**Records provided:**
|---|
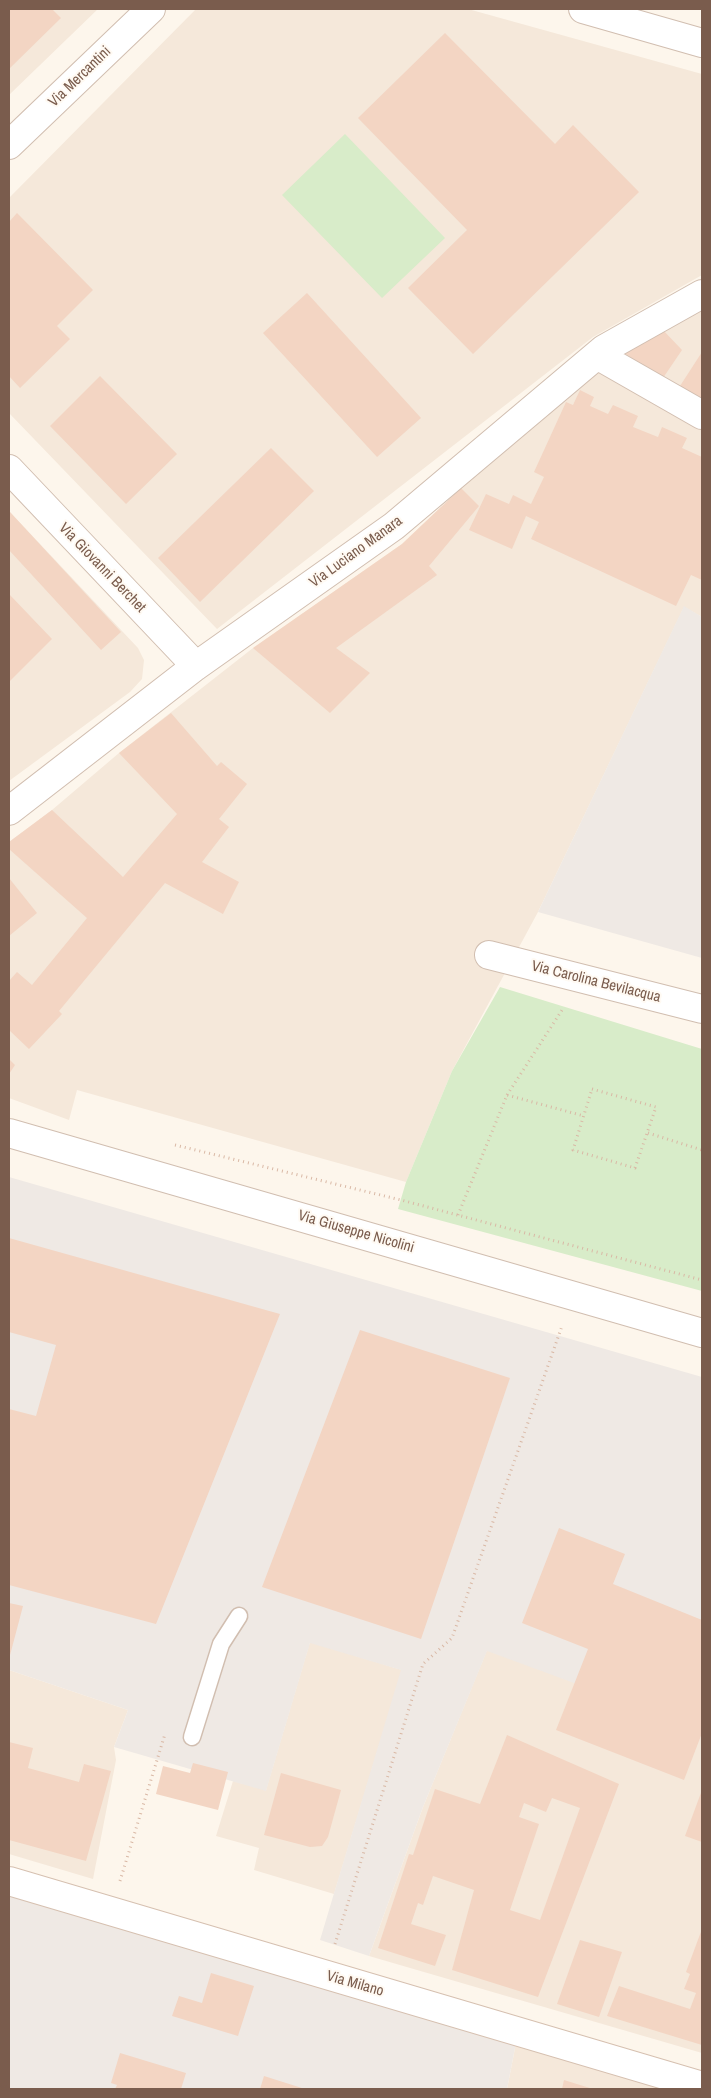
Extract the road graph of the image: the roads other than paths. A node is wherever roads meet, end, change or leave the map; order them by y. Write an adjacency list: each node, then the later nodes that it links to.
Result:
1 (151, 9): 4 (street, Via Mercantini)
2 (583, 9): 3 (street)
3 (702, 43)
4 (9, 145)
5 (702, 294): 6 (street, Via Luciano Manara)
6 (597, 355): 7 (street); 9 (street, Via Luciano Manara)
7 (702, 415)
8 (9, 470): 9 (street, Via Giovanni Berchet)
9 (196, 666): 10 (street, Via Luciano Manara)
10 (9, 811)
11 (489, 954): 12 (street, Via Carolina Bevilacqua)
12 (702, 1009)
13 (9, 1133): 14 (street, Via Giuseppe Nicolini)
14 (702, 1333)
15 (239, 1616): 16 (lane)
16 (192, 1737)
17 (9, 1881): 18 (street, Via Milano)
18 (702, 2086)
|---|
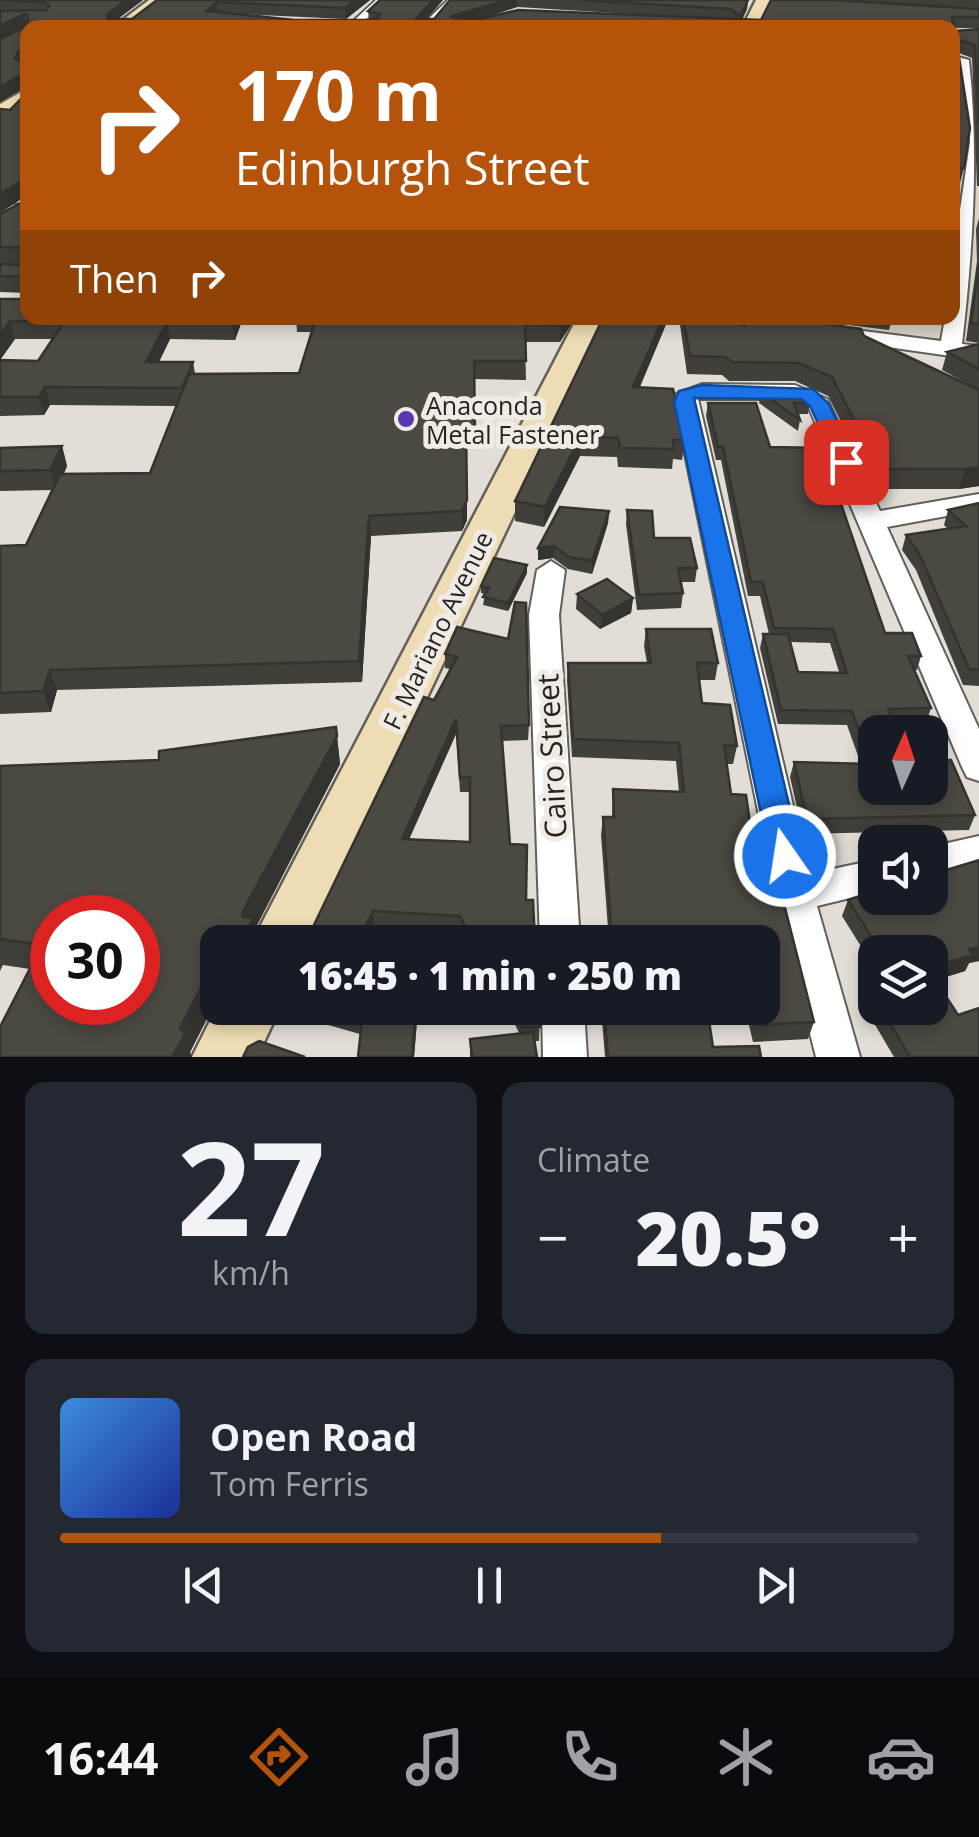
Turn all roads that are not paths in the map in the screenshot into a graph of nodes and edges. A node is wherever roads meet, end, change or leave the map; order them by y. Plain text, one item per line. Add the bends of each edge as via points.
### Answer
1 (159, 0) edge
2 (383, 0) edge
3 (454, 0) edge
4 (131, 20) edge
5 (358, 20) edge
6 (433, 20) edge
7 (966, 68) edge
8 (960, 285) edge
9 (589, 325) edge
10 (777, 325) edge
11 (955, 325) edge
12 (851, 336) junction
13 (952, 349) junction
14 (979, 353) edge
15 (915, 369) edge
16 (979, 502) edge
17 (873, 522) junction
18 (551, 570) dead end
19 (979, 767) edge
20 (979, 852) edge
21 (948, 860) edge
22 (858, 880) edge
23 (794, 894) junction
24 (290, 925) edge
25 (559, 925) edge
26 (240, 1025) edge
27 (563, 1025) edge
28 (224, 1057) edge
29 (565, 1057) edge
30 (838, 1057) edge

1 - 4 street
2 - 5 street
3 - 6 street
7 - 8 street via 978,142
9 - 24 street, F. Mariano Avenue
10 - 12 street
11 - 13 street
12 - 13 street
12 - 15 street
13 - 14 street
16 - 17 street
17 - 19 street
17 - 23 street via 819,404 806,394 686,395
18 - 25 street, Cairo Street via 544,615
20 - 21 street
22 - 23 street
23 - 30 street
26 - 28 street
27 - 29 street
|---|
**Task to complete:**
Wherever the string "leave" appears in the records above, copy the line it sits in.

**Task answer:**
Extract the road graph of the image: the roads other than paths. A node is wherever roads meet, end, change or leave the map; order them by y. Write an adjacency list: each node, then the later nodes that it links to.
Turn all roads that are not paths in the map in the screenshot into a graph of nodes and edges. A node is wherever roads meet, end, change or leave the map; order them by y. Plain text, one item per line. Add the bends of each edge as via points.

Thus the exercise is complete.